__Problem statement__. When a line below contains the string "lane", show that line.

__Material shown__.
------------------------------

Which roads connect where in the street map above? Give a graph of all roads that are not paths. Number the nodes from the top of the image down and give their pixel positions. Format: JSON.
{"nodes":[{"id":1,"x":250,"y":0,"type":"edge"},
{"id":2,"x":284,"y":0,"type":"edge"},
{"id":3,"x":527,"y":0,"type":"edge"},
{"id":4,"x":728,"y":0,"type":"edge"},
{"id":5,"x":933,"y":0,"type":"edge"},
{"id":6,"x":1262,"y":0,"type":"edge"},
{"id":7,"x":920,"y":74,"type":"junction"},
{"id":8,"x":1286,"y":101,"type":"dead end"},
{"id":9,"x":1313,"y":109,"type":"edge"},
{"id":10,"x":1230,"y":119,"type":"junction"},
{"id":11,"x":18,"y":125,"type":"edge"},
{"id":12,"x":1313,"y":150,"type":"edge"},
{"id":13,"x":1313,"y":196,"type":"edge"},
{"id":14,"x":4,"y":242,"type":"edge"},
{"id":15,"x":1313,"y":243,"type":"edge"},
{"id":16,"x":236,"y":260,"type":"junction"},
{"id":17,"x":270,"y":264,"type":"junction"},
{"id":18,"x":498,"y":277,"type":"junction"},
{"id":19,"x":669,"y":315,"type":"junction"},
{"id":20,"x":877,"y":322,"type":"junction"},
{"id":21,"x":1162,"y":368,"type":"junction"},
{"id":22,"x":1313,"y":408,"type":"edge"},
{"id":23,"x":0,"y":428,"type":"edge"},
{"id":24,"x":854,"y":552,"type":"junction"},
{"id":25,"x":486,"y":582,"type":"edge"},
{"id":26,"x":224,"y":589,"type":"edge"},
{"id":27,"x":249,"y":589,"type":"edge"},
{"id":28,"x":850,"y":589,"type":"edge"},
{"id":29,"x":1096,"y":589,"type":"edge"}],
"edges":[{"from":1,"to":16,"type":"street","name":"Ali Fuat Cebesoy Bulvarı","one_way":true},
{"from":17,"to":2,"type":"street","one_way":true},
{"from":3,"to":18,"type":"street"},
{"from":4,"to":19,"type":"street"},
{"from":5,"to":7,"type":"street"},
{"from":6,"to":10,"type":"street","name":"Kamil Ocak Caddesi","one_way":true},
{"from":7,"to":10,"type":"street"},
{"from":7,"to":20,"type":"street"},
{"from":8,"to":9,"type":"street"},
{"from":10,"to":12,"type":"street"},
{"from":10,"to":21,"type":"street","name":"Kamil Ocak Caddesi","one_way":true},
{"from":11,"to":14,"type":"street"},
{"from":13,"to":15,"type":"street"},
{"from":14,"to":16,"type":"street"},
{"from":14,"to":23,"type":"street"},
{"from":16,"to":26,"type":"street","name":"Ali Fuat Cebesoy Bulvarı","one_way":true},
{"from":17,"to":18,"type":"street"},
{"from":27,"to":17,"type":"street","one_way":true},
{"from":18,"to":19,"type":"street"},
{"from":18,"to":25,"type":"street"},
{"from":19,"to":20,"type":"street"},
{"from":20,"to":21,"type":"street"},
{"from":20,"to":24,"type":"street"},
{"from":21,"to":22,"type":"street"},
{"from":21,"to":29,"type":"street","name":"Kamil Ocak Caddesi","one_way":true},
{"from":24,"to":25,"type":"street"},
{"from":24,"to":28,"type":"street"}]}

------------------------------

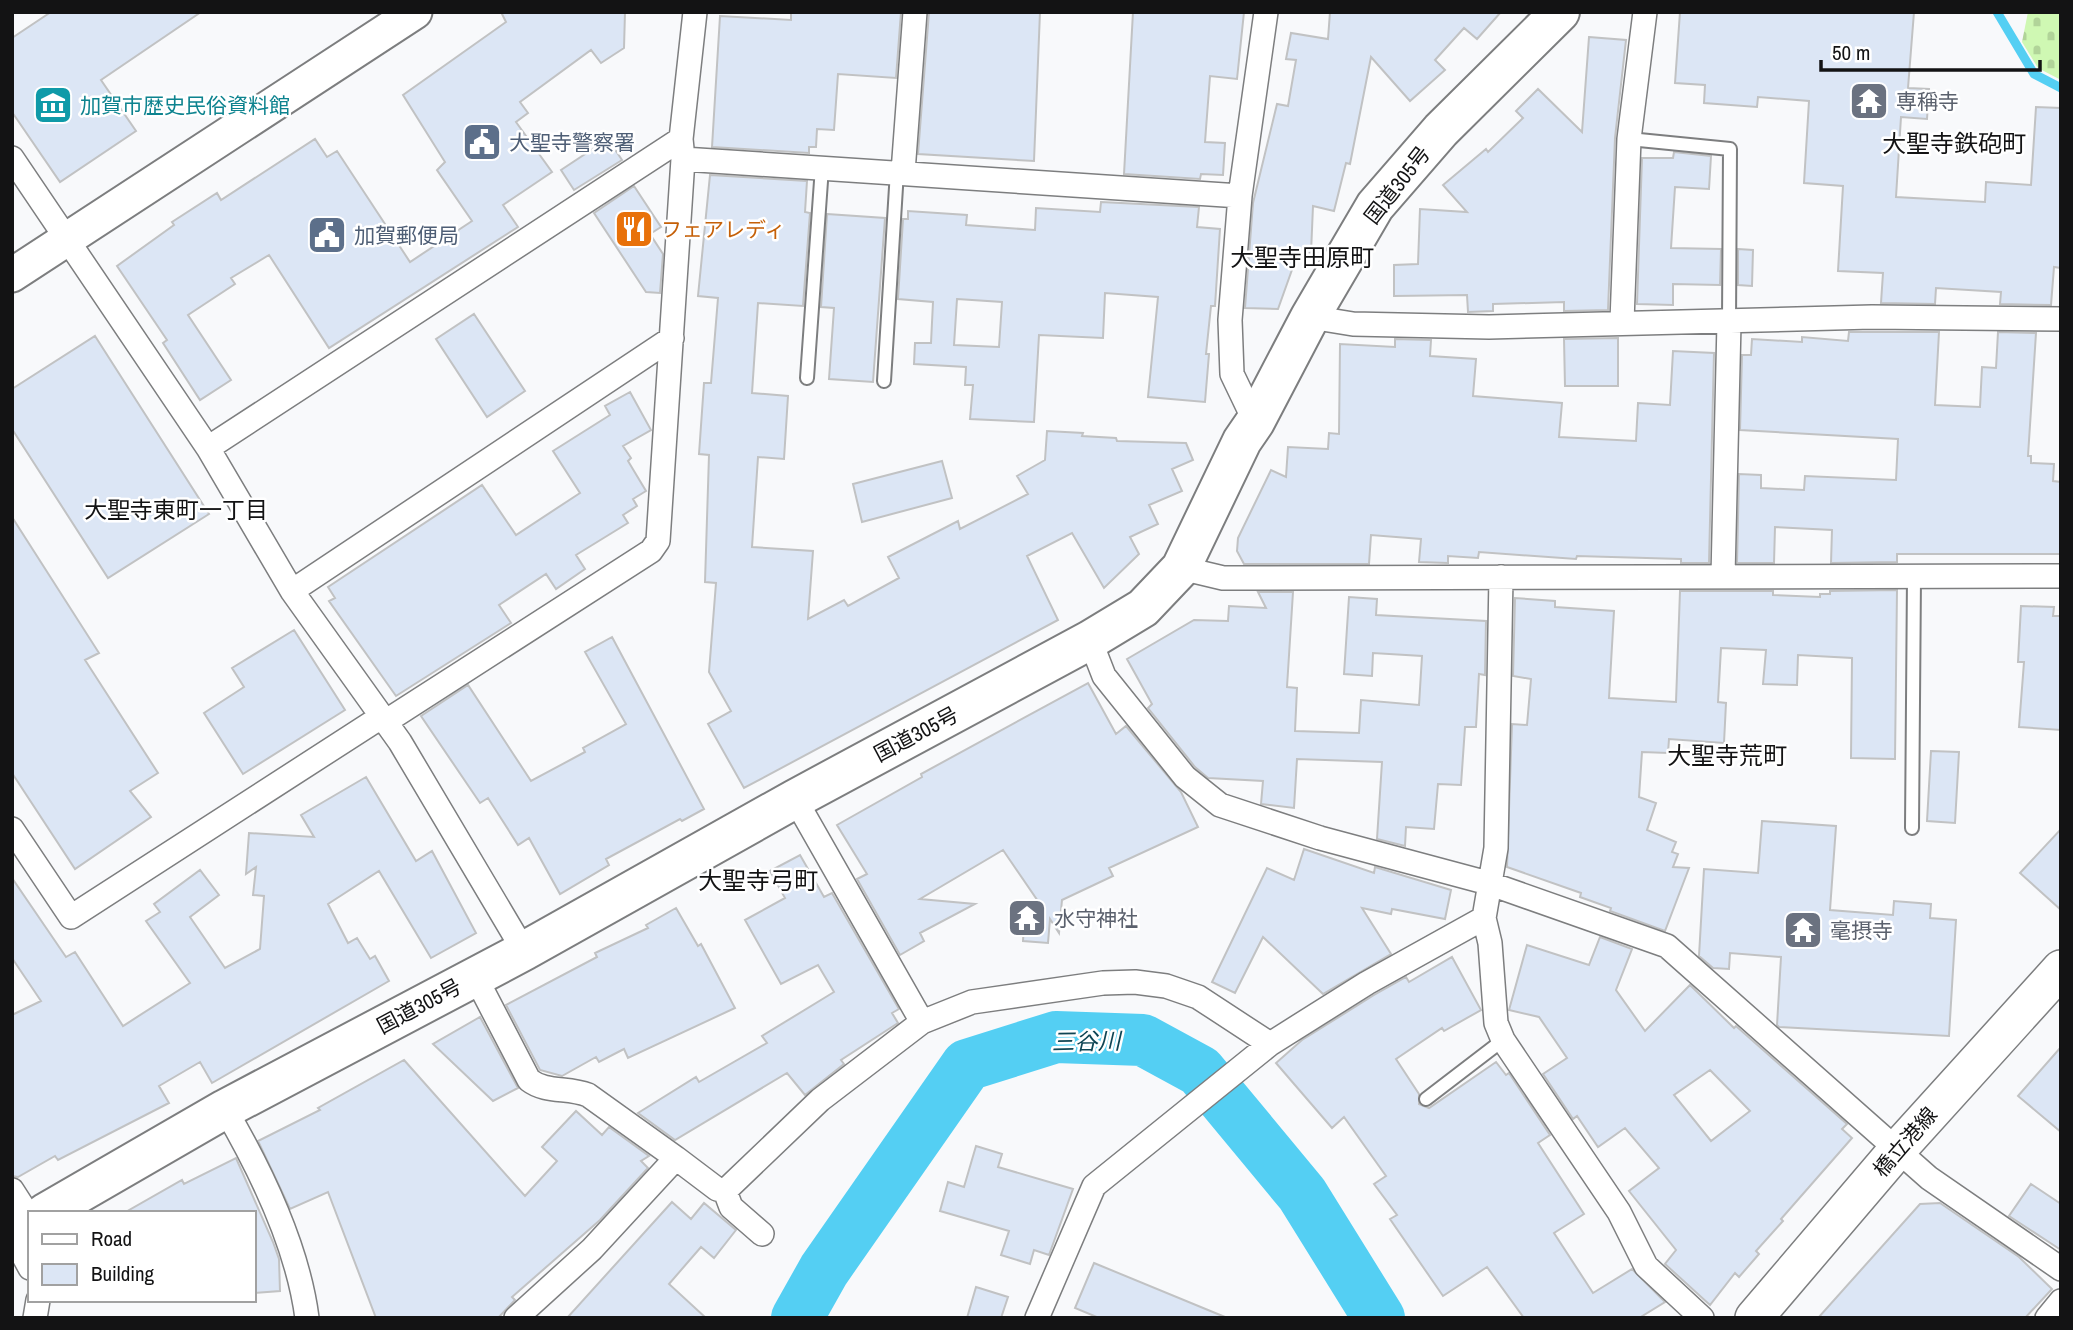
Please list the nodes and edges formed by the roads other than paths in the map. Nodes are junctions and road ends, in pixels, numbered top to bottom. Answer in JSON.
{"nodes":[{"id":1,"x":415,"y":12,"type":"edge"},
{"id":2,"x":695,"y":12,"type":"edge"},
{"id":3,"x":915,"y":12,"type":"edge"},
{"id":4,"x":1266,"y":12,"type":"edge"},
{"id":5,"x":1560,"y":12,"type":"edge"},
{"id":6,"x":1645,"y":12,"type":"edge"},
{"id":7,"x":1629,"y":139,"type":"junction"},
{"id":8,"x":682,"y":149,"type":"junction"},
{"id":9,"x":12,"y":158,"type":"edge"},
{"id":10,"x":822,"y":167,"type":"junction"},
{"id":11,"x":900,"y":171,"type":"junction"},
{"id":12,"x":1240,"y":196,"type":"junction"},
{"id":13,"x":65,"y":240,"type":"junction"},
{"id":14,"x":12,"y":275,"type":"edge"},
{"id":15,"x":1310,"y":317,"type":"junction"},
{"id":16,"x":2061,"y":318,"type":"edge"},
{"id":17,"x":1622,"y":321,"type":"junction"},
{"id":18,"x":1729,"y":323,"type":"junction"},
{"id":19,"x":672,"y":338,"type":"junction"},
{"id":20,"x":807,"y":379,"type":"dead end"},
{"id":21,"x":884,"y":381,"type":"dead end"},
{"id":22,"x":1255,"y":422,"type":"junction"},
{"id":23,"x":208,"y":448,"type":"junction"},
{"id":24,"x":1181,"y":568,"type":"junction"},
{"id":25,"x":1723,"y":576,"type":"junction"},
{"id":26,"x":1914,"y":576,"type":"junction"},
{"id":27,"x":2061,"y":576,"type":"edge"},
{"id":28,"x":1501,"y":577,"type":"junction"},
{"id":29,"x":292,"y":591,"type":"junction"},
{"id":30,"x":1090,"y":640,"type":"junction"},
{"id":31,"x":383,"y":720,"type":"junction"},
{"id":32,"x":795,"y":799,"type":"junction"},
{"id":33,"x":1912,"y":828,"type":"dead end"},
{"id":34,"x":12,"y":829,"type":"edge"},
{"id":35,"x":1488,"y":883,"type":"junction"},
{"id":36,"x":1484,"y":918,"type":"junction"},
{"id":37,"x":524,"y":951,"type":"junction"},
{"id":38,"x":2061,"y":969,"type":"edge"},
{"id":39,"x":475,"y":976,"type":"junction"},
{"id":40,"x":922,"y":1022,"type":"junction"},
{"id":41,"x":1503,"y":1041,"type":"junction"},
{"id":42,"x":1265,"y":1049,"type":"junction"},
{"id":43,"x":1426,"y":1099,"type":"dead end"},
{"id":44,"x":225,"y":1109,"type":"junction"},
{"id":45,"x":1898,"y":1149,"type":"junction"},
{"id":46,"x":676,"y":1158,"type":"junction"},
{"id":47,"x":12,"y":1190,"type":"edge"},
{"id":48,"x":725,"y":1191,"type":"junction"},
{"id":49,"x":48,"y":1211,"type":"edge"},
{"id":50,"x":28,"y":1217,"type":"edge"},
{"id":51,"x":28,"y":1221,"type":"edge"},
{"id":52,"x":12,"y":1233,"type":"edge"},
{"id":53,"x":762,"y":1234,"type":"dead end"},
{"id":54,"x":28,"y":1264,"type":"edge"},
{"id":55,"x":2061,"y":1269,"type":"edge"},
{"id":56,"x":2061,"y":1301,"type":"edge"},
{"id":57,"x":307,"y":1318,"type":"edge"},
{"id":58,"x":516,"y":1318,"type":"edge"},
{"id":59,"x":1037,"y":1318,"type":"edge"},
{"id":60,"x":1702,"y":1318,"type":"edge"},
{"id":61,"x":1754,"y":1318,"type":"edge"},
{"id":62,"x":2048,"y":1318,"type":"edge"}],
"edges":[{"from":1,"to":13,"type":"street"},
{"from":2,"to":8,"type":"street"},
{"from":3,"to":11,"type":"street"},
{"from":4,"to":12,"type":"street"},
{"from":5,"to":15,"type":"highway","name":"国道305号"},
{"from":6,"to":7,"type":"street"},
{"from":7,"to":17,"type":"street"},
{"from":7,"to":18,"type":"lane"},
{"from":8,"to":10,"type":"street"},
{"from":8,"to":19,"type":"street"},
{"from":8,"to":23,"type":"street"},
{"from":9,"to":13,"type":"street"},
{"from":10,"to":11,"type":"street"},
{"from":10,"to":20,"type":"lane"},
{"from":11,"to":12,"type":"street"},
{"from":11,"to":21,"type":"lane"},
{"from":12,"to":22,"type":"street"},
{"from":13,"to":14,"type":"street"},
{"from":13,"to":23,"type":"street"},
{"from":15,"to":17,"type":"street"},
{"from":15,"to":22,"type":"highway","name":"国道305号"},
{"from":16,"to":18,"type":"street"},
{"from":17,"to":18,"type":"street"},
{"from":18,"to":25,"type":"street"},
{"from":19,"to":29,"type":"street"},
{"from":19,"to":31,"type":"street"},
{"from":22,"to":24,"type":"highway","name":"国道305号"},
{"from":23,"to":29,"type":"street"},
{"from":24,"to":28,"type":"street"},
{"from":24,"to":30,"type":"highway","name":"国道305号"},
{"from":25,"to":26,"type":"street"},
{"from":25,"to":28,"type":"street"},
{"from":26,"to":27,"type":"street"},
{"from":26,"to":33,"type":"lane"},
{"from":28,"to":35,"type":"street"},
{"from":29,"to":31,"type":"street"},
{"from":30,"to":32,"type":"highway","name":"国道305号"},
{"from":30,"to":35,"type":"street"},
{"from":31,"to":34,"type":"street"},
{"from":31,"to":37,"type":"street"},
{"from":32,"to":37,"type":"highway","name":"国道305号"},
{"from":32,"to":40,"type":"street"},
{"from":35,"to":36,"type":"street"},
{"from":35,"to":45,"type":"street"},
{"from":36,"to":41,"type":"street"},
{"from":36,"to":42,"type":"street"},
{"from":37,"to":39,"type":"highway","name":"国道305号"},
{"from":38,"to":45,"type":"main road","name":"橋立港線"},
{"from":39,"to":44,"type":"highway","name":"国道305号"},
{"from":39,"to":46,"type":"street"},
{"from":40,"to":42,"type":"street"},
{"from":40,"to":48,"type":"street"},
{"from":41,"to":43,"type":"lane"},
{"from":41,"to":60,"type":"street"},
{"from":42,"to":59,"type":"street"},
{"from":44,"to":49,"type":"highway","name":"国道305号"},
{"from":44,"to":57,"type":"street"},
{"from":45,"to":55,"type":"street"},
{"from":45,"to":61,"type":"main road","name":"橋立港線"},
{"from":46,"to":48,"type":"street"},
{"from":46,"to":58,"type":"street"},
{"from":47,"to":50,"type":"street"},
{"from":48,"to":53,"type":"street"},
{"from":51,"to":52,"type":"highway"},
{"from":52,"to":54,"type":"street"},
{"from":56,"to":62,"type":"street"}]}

------------------------------

__Exercise response__.
{"from":7,"to":18,"type":"lane"},
{"from":10,"to":20,"type":"lane"},
{"from":11,"to":21,"type":"lane"},
{"from":26,"to":33,"type":"lane"},
{"from":41,"to":43,"type":"lane"},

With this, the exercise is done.